Le Bélarus ne fait que copier la Turquie
Phileleftheros fait valoir qu'Ankara n'a jamais été poursuivie malgré une politique similaire :
«Alors que la Turquie ne respecte pas l'Etat de droit, que des grands principes comme les droits de l'homme et la démocratie y sont inexistants, qu'elle viole systématiquement la souveraineté de certains pays membres de l'UE tels que Chypre et la Grèce, elle n'a jamais été sanctionnée. Au contraire, elle a été récompensée par un deal migratoire tout à sa faveur. ... Le Bélarus ne fait que reproduire cette tactique en espérant récolter les mêmes fruits. L'UE n'a de cesse de marteler que l'instrumentalisation des réfugiés est inacceptable. Si elle souhaite convaincre, elle doit tout d'abord en faire la démonstration en durcissant sa ligne politique envers la Turquie. Le Bélarus n'aura pas de mal à comprendre le message.»
Rester ferme face à Minsk
De Standaard fustige le jeu de pouvoir cynique de Loukachenko et ses menaces de fermer les vannes du gaz :
«Il est impensable que l'UE fasse des concessions à un dirigeant comme Loukachenko, qui bafoue impitoyablement les droits humains. Si l'on en vient à une confrontation réelle, l'Union devra rester ferme. Il est fort probable en effet que le Bélarus cède rapidement, car il lui serait très désavantageux de perdre son statut de pays de transit gazier. Cela vaut aussi, du reste, pour Poutine. Si l'UE a besoin de livraisons de gaz ponctuelles et fiables, Poutine a certainement autant besoin des recettes liées à la vente de gaz.»

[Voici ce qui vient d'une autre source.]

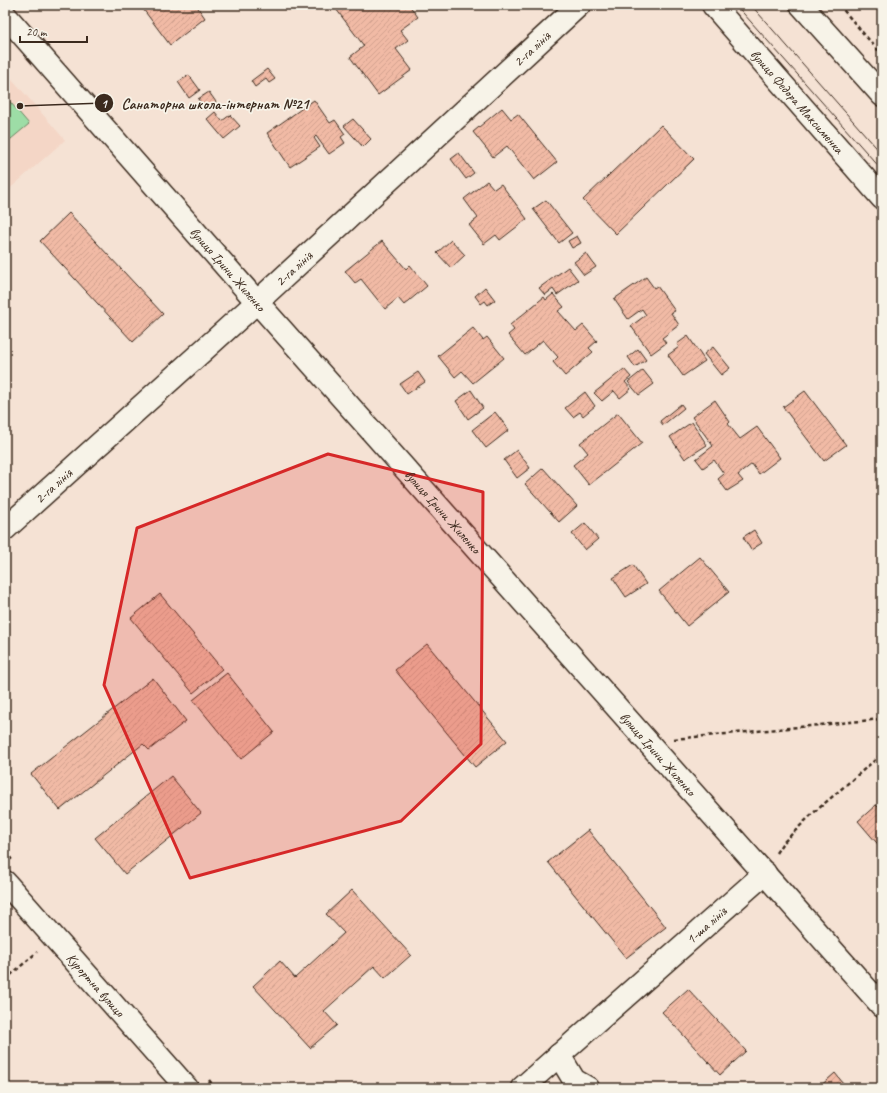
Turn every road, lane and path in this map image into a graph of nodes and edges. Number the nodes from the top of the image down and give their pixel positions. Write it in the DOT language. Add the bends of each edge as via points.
graph roads {
  1 [pos="579,5"];
  2 [pos="712,5"];
  3 [pos="801,5"];
  4 [pos="839,5"];
  5 [pos="5,15"];
  6 [pos="882,55"];
  7 [pos="882,95"];
  8 [pos="882,198"];
  9 [pos="256,302"];
  10 [pos="5,529"];
  11 [pos="882,719"];
  12 [pos="648,742"];
  13 [pos="882,754"];
  14 [pos="765,873"];
  15 [pos="5,882"];
  16 [pos="54,938"];
  17 [pos="5,980"];
  18 [pos="882,1006"];
  19 [pos="559,1055"];
  20 [pos="187,1088"];
  21 [pos="522,1088"];
  22 [pos="588,1088"];
  1 -- 9 [label="street, 2-га лінія"];
  2 -- 8 [label="street, вулиця Федора Максименка"];
  3 -- 7 [label="street"];
  4 -- 6 [label="path"];
  5 -- 9 [label="street, вулиця Ірини Жиленко"];
  9 -- 10 [label="street, 2-га лінія"];
  9 -- 12 [label="street, вулиця Ірини Жиленко"];
  11 -- 12 [label="path"];
  12 -- 14 [label="street, вулиця Ірини Жиленко"];
  13 -- 14 [label="path" via="811,815 782,844"];
  14 -- 18 [label="street, вулиця Ірини Жиленко"];
  14 -- 19 [label="street, 1-ша лінія"];
  15 -- 16 [label="street, Курортна вулиця"];
  16 -- 17 [label="path"];
  16 -- 20 [label="street, Курортна вулиця"];
  19 -- 21 [label="street, 1-ша лінія"];
  19 -- 22 [label="street" via="574,1080"];
}
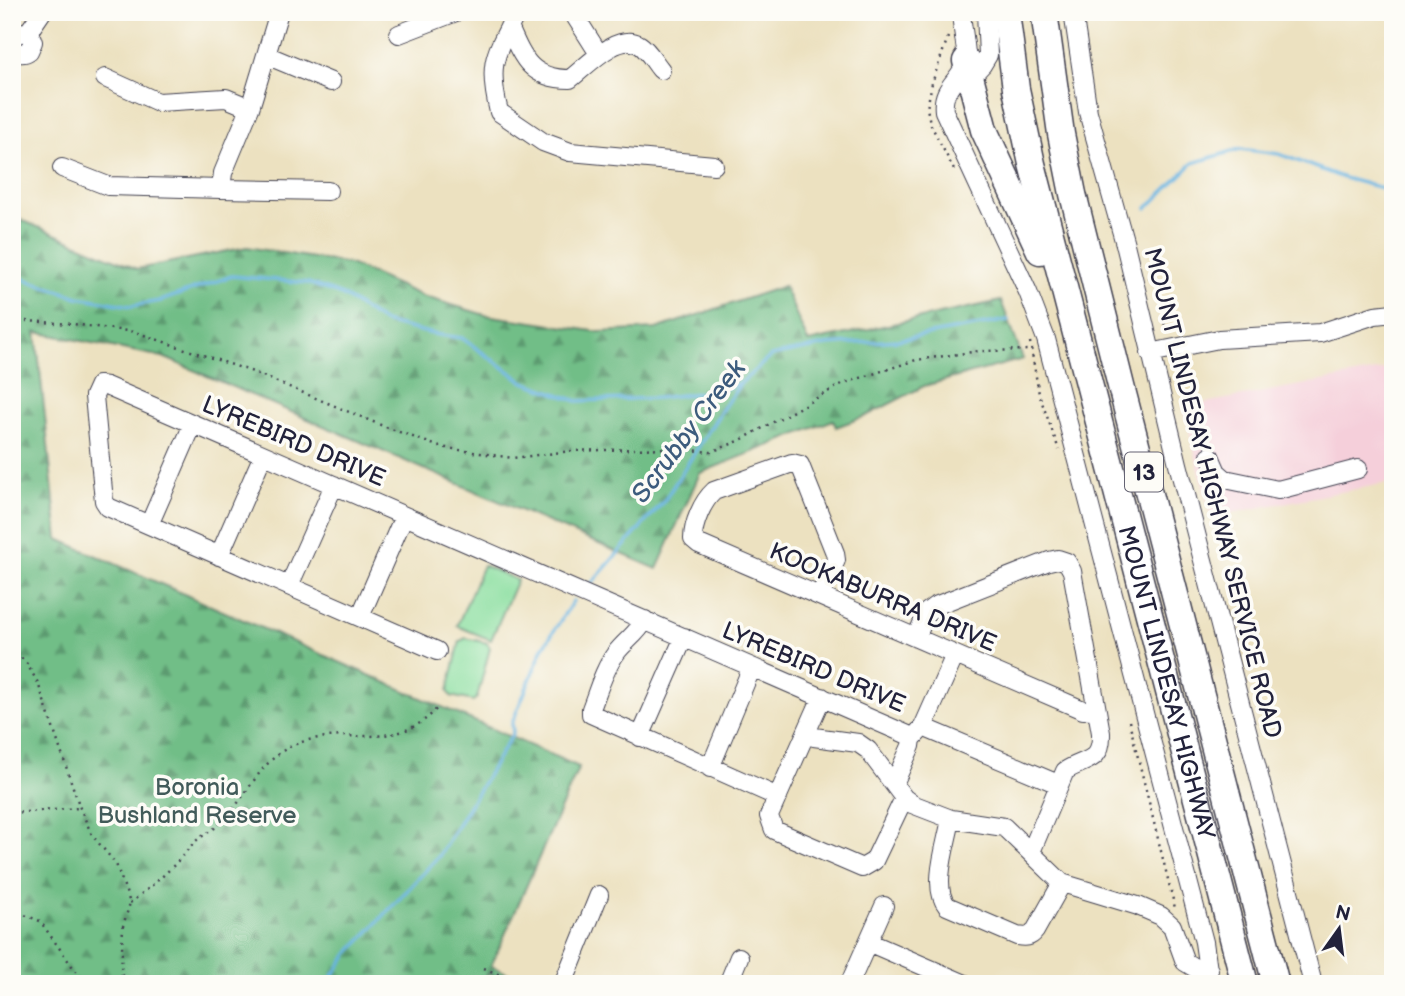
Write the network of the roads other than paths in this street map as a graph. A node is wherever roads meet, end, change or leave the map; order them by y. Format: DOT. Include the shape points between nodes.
graph roads {
  1 [pos="42,12"];
  2 [pos="456,12"];
  3 [pos="961,12"];
  4 [pos="986,12"];
  5 [pos="1006,12"];
  6 [pos="1044,12"];
  7 [pos="1073,12"];
  8 [pos="573,13"];
  9 [pos="273,14"];
  10 [pos="513,20"];
  11 [pos="399,34"];
  12 [pos="15,44"];
  13 [pos="599,54"];
  14 [pos="265,55"];
  15 [pos="968,69"];
  16 [pos="661,70"];
  17 [pos="105,78"];
  18 [pos="331,82"];
  19 [pos="250,108"];
  20 [pos="714,165"];
  21 [pos="62,169"];
  22 [pos="221,189"];
  23 [pos="328,191"];
  24 [pos="1060,274"];
  25 [pos="1393,313"];
  26 [pos="1150,353"];
  27 [pos="193,424"];
  28 [pos="263,455"];
  29 [pos="1210,456"];
  30 [pos="1358,470"];
  31 [pos="334,485"];
  32 [pos="404,516"];
  33 [pos="149,525"];
  34 [pos="219,556"];
  35 [pos="289,586"];
  36 [pos="820,596"];
  37 [pos="360,617"];
  38 [pos="645,620"];
  39 [pos="684,637"];
  40 [pos="916,638"];
  41 [pos="438,651"];
  42 [pos="955,655"];
  43 [pos="752,667"];
  44 [pos="822,697"];
  45 [pos="1096,708"];
  46 [pos="918,733"];
  47 [pos="806,734"];
  48 [pos="640,737"];
  49 [pos="710,768"];
  50 [pos="1058,784"];
  51 [pos="899,791"];
  52 [pos="778,797"];
  53 [pos="951,819"];
  54 [pos="1031,852"];
  55 [pos="1062,883"];
  56 [pos="599,895"];
  57 [pos="884,906"];
  58 [pos="868,942"];
  59 [pos="739,957"];
  60 [pos="1209,977"];
  61 [pos="852,978"];
  62 [pos="563,984"];
  63 [pos="727,984"];
  64 [pos="965,984"];
  65 [pos="1245,984"];
  66 [pos="1276,984"];
  67 [pos="1313,984"];
  1 -- 12 [label="street"];
  2 -- 11 [label="street"];
  3 -- 15 [label="street"];
  4 -- 15 [label="street" via="988,55 982,65"];
  5 -- 24 [label="highway, MOUNT LINDESAY HIGHWAY / 13" via="1023,125"];
  6 -- 66 [label="highway, MOUNT LINDESAY HIGHWAY / 13" via="1073,194"];
  7 -- 26 [label="street, MOUNT LINDESAY HIGHWAY SERVICE ROAD" via="1088,112"];
  8 -- 13 [label="street"];
  9 -- 14 [label="street"];
  10 -- 13 [label="street" via="524,60 555,79 570,79"];
  10 -- 20 [label="street" via="495,54 492,86 499,112 544,142 570,152"];
  13 -- 16 [label="street" via="632,42 642,45"];
  14 -- 18 [label="street"];
  14 -- 19 [label="street"];
  15 -- 24 [label="highway" via="999,166 1043,257"];
  15 -- 60 [label="street" via="949,122 1046,340 1184,864"];
  17 -- 19 [label="street" via="159,102 226,98"];
  19 -- 22 [label="street" via="223,173"];
  21 -- 22 [label="street" via="108,186"];
  22 -- 23 [label="street"];
  24 -- 65 [label="highway, MOUNT LINDESAY HIGHWAY / 13"];
  25 -- 26 [label="street" via="1320,333 1219,339"];
  26 -- 67 [label="street, MOUNT LINDESAY HIGHWAY SERVICE ROAD"];
  27 -- 28 [label="street, LYREBIRD DRIVE"];
  27 -- 33 [label="street"];
  27 -- 33 [label="street, LYREBIRD DRIVE" via="106,386 99,385 96,390 105,505"];
  28 -- 31 [label="street, LYREBIRD DRIVE"];
  28 -- 34 [label="street"];
  29 -- 30 [label="street" via="1225,479 1278,490"];
  31 -- 32 [label="street, LYREBIRD DRIVE"];
  31 -- 35 [label="street"];
  32 -- 37 [label="street"];
  32 -- 38 [label="street, LYREBIRD DRIVE"];
  33 -- 34 [label="street, LYREBIRD DRIVE"];
  34 -- 35 [label="street, LYREBIRD DRIVE"];
  35 -- 37 [label="street, LYREBIRD DRIVE"];
  36 -- 36 [label="street, KOOKABURRA DRIVE" via="835,553 800,465 792,463 708,497 693,539"];
  36 -- 40 [label="street, KOOKABURRA DRIVE"];
  37 -- 41 [label="street, LYREBIRD DRIVE"];
  38 -- 39 [label="street, LYREBIRD DRIVE"];
  38 -- 48 [label="street" via="612,659 591,709 595,718"];
  39 -- 43 [label="street, LYREBIRD DRIVE"];
  39 -- 48 [label="street"];
  40 -- 42 [label="street, KOOKABURRA DRIVE"];
  40 -- 45 [label="street" via="927,612 935,606 1049,561 1067,562"];
  42 -- 45 [label="street, KOOKABURRA DRIVE" via="1083,710"];
  42 -- 46 [label="street"];
  43 -- 44 [label="street, LYREBIRD DRIVE"];
  43 -- 49 [label="street"];
  44 -- 46 [label="street, LYREBIRD DRIVE" via="908,734"];
  44 -- 47 [label="street"];
  45 -- 50 [label="street" via="1102,745 1097,755 1065,771"];
  46 -- 50 [label="street, LYREBIRD DRIVE"];
  46 -- 51 [label="street"];
  47 -- 51 [label="street" via="858,743"];
  47 -- 52 [label="street"];
  48 -- 49 [label="street"];
  49 -- 52 [label="street"];
  50 -- 54 [label="street"];
  51 -- 52 [label="street" via="874,862 862,868 775,830 769,816"];
  51 -- 53 [label="street"];
  53 -- 54 [label="street" via="1004,827"];
  53 -- 55 [label="street" via="939,886 947,906 1017,936 1031,936"];
  54 -- 55 [label="street"];
  55 -- 60 [label="street" via="1161,916 1172,926 1185,962"];
  56 -- 62 [label="street"];
  57 -- 58 [label="street"];
  58 -- 61 [label="street"];
  58 -- 64 [label="street"];
  59 -- 63 [label="street"];
}
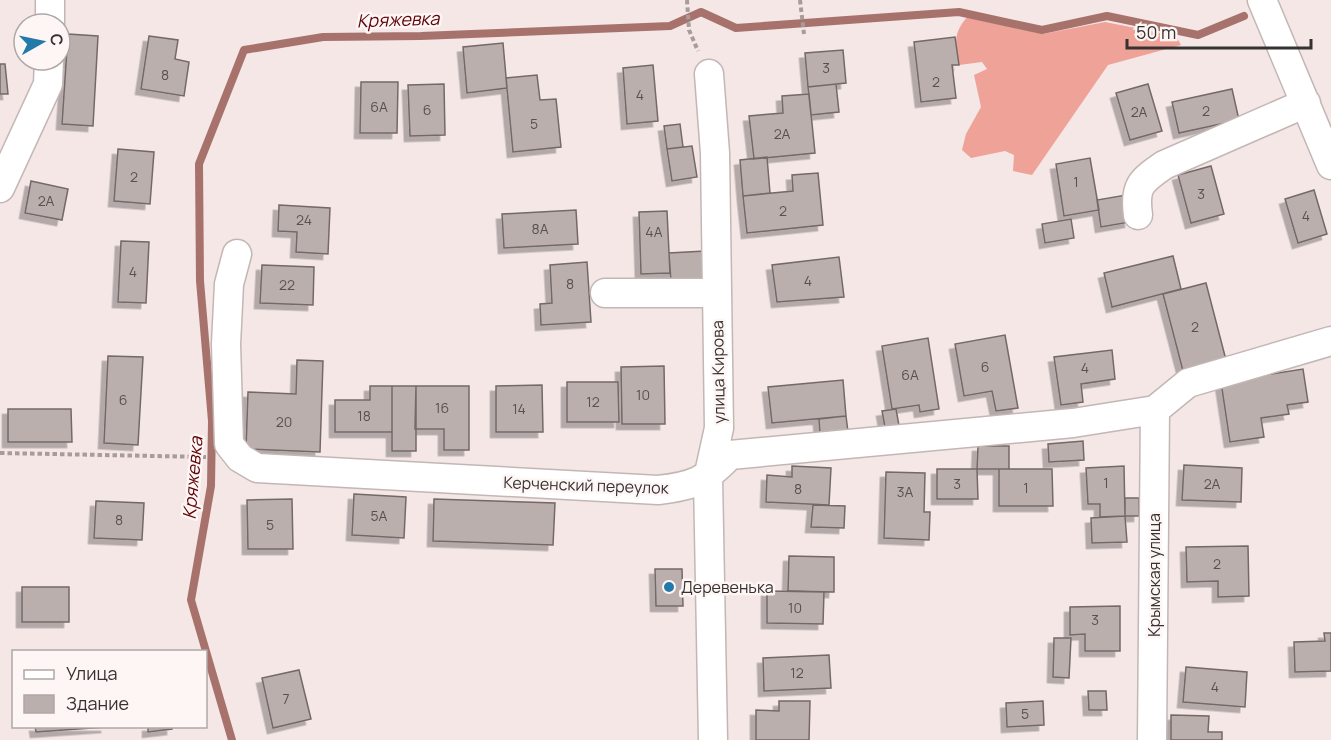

Impliquer l'Estonie n'est pas dans l'intérêt de Moscou
Dans Eesti Päevaleht, le journaliste Krister Paris se demande si Poutine pourrait également étendre la crise migratoire à la frontière estonienne :
«Difficile de trouver une raison logique qui inciterait la Russie, arbitre officiellement neutre, à intervenir dans ce litige. Aujourd'hui, l'instrumentalisation des réfugiés est l'affaire de Loukachenko. La Russie pourrait-elle être tentée d'accroître les tensions et d'élargir la 'ligne de front', dans le seul but de faire pression sur l'Estonie ? Plus les alliés occidentaux s'impliqueront dans le conflit, plus ils parleront d'une même voix, ce qui est de toute façon déjà l'avis du Bélarus. Le fait que la Pologne soit en conflit avec le reste de l'Europe sur la question des valeurs ne semble plus compter aujourd'hui.»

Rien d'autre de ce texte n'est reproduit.